EXERCISE DATA: Begin
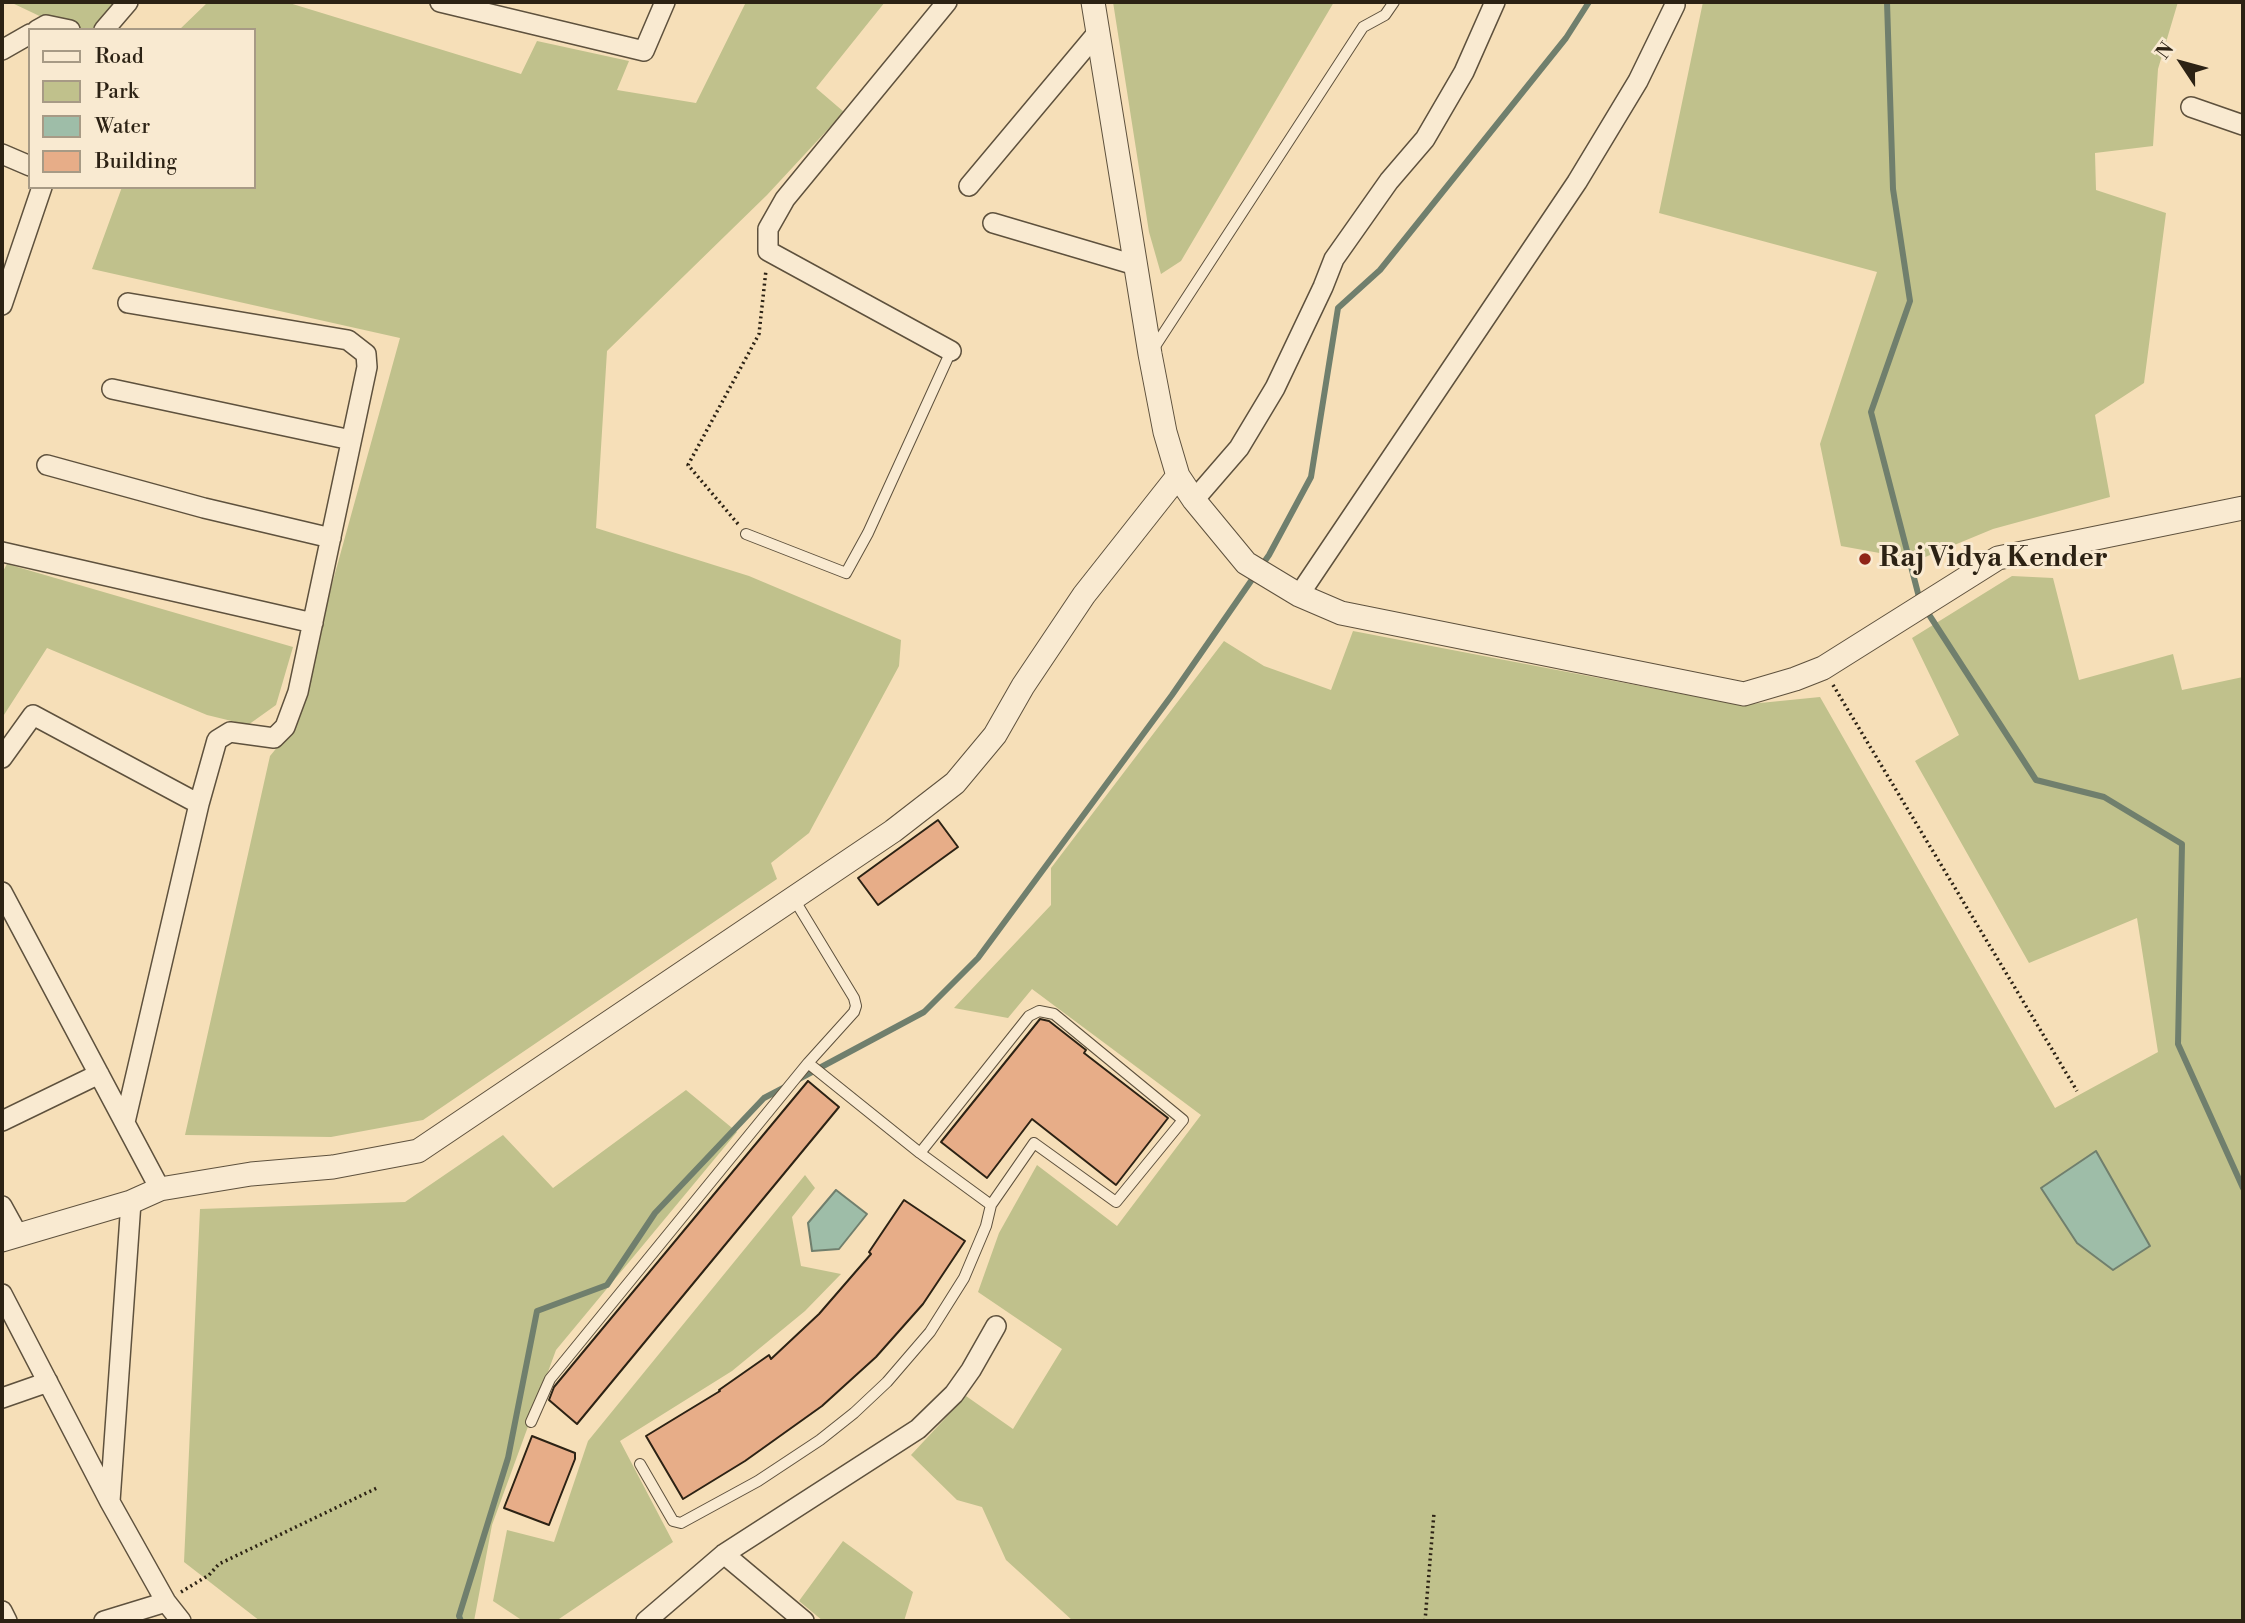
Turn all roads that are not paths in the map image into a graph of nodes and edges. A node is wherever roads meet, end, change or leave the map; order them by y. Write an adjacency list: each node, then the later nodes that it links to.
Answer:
1 (128, 2): 11 (street)
2 (440, 2): 3 (street)
3 (665, 2)
4 (947, 2): 25 (street)
5 (1093, 2): 12 (street)
6 (1394, 2): 26 (lane)
7 (1495, 2): 31 (street)
8 (1675, 5): 36 (street)
9 (41, 28): 10 (street)
10 (60, 28)
11 (106, 28)
12 (1098, 33): 19 (street); 22 (street)
13 (28, 35): 14 (street)
14 (2, 50)
15 (2191, 107): 16 (street)
16 (2243, 125)
17 (2, 154): 18 (street)
18 (28, 165)
19 (970, 186)
20 (42, 189): 24 (street)
21 (993, 223): 22 (street)
22 (1135, 265): 26 (street)
23 (128, 303): 28 (street)
24 (2, 305)
25 (951, 351): 33 (lane)
26 (1150, 354): 30 (street)
27 (112, 389): 28 (street)
28 (351, 440): 34 (street)
29 (47, 465): 34 (street)
30 (1178, 476): 31 (street); 41 (street)
31 (1194, 500): 36 (street)
32 (2243, 508): 36 (street)
33 (746, 534)
34 (331, 538): 37 (street)
35 (2, 552): 37 (street)
36 (1299, 595)
37 (313, 623): 39 (street)
38 (2, 758): 39 (street)
39 (199, 804): 45 (street)
40 (2, 892): 43 (street)
41 (793, 898): 42 (lane); 47 (street)
42 (808, 1063): 46 (lane); 56 (lane)
43 (99, 1074): 44 (street); 45 (street)
44 (2, 1121)
45 (125, 1122): 47 (street)
46 (920, 1153): 49 (lane); 49 (lane)
47 (160, 1189): 48 (street)
48 (131, 1202): 51 (street); 58 (street)
49 (991, 1205): 57 (lane)
50 (2, 1206): 51 (street)
51 (10, 1238)
52 (2, 1294): 54 (street)
53 (996, 1326): 59 (street)
54 (48, 1382): 55 (street); 58 (street)
55 (2, 1398)
56 (531, 1422)
57 (640, 1465)
58 (110, 1502): 60 (street)
59 (724, 1554): 65 (street); 66 (street)
60 (166, 1602): 63 (street); 64 (street)
61 (2, 1611): 62 (street)
62 (7, 1621)
63 (104, 1621)
64 (181, 1621)
65 (646, 1621)
66 (804, 1621)

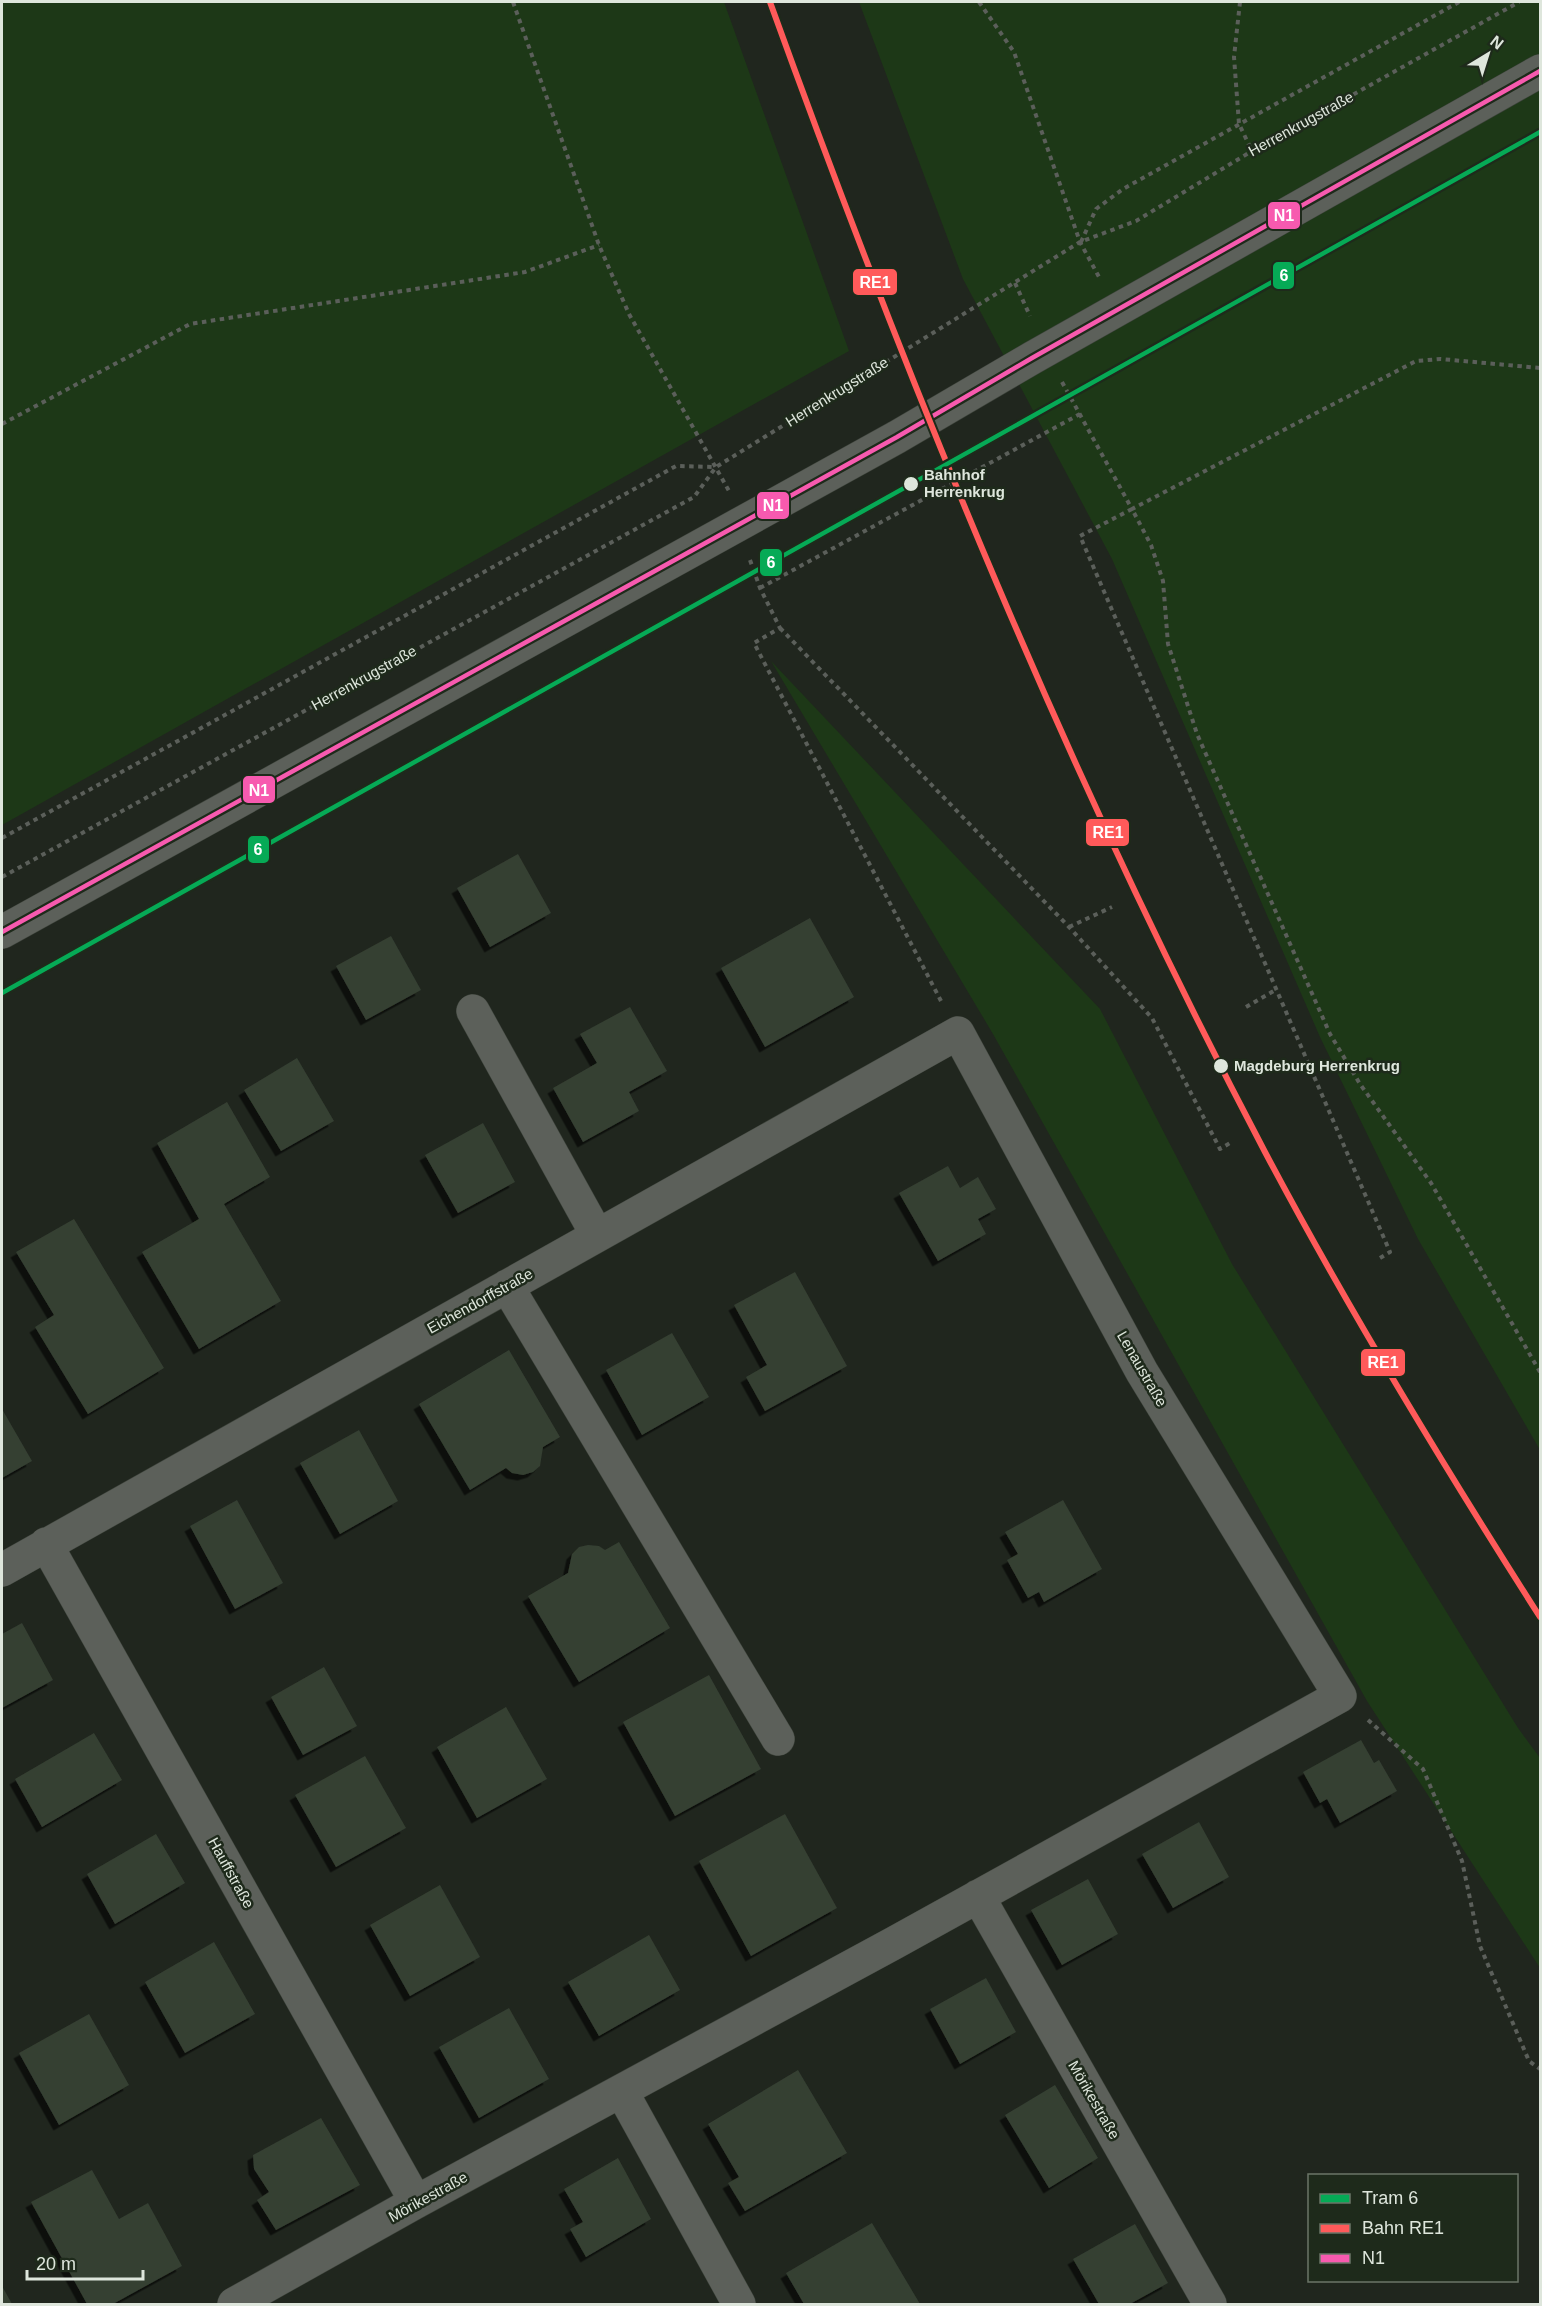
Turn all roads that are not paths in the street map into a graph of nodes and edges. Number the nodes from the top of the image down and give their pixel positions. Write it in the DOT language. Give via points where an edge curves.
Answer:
graph roads {
  1 [pos="1540,71"];
  2 [pos="2,932"];
  3 [pos="473,1011"];
  4 [pos="958,1033"];
  5 [pos="597,1235"];
  6 [pos="507,1286"];
  7 [pos="46,1544"];
  8 [pos="2,1569"];
  9 [pos="1340,1696"];
  10 [pos="778,1739"];
  11 [pos="978,1896"];
  12 [pos="622,2091"];
  13 [pos="416,2202"];
  14 [pos="234,2304"];
  15 [pos="739,2304"];
  16 [pos="1210,2304"];
  1 -- 2 [label="street" via="744,521"];
  3 -- 5 [label="street"];
  4 -- 5 [label="street, Eichendorffstraße"];
  4 -- 9 [label="street, Lenaustraße" via="1142,1372"];
  5 -- 6 [label="street, Eichendorffstraße"];
  6 -- 7 [label="street, Eichendorffstraße"];
  6 -- 10 [label="street"];
  7 -- 8 [label="street, Eichendorffstraße"];
  7 -- 13 [label="street, Hauffstraße"];
  9 -- 11 [label="street, Mörikestraße"];
  11 -- 12 [label="street, Mörikestraße"];
  11 -- 16 [label="street, Mörikestraße"];
  12 -- 13 [label="street, Mörikestraße"];
  12 -- 15 [label="street"];
  13 -- 14 [label="street, Mörikestraße"];
}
EXERCISE DATA: End
__TASK BRIEF__
Copy the entries exactly. Leave out the images.

__THE ANSWER__
Turn all roads that are not paths in the map image into a graph of nodes and edges. A node is wherever roads meet, end, change or leave the map; order them by y. Write an adjacency list: each node, then the later nodes that it links to.
Answer:
1 (128, 2): 11 (street)
2 (440, 2): 3 (street)
3 (665, 2)
4 (947, 2): 25 (street)
5 (1093, 2): 12 (street)
6 (1394, 2): 26 (lane)
7 (1495, 2): 31 (street)
8 (1675, 5): 36 (street)
9 (41, 28): 10 (street)
10 (60, 28)
11 (106, 28)
12 (1098, 33): 19 (street); 22 (street)
13 (28, 35): 14 (street)
14 (2, 50)
15 (2191, 107): 16 (street)
16 (2243, 125)
17 (2, 154): 18 (street)
18 (28, 165)
19 (970, 186)
20 (42, 189): 24 (street)
21 (993, 223): 22 (street)
22 (1135, 265): 26 (street)
23 (128, 303): 28 (street)
24 (2, 305)
25 (951, 351): 33 (lane)
26 (1150, 354): 30 (street)
27 (112, 389): 28 (street)
28 (351, 440): 34 (street)
29 (47, 465): 34 (street)
30 (1178, 476): 31 (street); 41 (street)
31 (1194, 500): 36 (street)
32 (2243, 508): 36 (street)
33 (746, 534)
34 (331, 538): 37 (street)
35 (2, 552): 37 (street)
36 (1299, 595)
37 (313, 623): 39 (street)
38 (2, 758): 39 (street)
39 (199, 804): 45 (street)
40 (2, 892): 43 (street)
41 (793, 898): 42 (lane); 47 (street)
42 (808, 1063): 46 (lane); 56 (lane)
43 (99, 1074): 44 (street); 45 (street)
44 (2, 1121)
45 (125, 1122): 47 (street)
46 (920, 1153): 49 (lane); 49 (lane)
47 (160, 1189): 48 (street)
48 (131, 1202): 51 (street); 58 (street)
49 (991, 1205): 57 (lane)
50 (2, 1206): 51 (street)
51 (10, 1238)
52 (2, 1294): 54 (street)
53 (996, 1326): 59 (street)
54 (48, 1382): 55 (street); 58 (street)
55 (2, 1398)
56 (531, 1422)
57 (640, 1465)
58 (110, 1502): 60 (street)
59 (724, 1554): 65 (street); 66 (street)
60 (166, 1602): 63 (street); 64 (street)
61 (2, 1611): 62 (street)
62 (7, 1621)
63 (104, 1621)
64 (181, 1621)
65 (646, 1621)
66 (804, 1621)

Turn all roads that are not paths in the street map into a graph of nodes and edges. Number the nodes from the top of the image down and give their pixel positions. Write it in the DOT language. Give via points where an edge curves.
Answer:
graph roads {
  1 [pos="1540,71"];
  2 [pos="2,932"];
  3 [pos="473,1011"];
  4 [pos="958,1033"];
  5 [pos="597,1235"];
  6 [pos="507,1286"];
  7 [pos="46,1544"];
  8 [pos="2,1569"];
  9 [pos="1340,1696"];
  10 [pos="778,1739"];
  11 [pos="978,1896"];
  12 [pos="622,2091"];
  13 [pos="416,2202"];
  14 [pos="234,2304"];
  15 [pos="739,2304"];
  16 [pos="1210,2304"];
  1 -- 2 [label="street" via="744,521"];
  3 -- 5 [label="street"];
  4 -- 5 [label="street, Eichendorffstraße"];
  4 -- 9 [label="street, Lenaustraße" via="1142,1372"];
  5 -- 6 [label="street, Eichendorffstraße"];
  6 -- 7 [label="street, Eichendorffstraße"];
  6 -- 10 [label="street"];
  7 -- 8 [label="street, Eichendorffstraße"];
  7 -- 13 [label="street, Hauffstraße"];
  9 -- 11 [label="street, Mörikestraße"];
  11 -- 12 [label="street, Mörikestraße"];
  11 -- 16 [label="street, Mörikestraße"];
  12 -- 13 [label="street, Mörikestraße"];
  12 -- 15 [label="street"];
  13 -- 14 [label="street, Mörikestraße"];
}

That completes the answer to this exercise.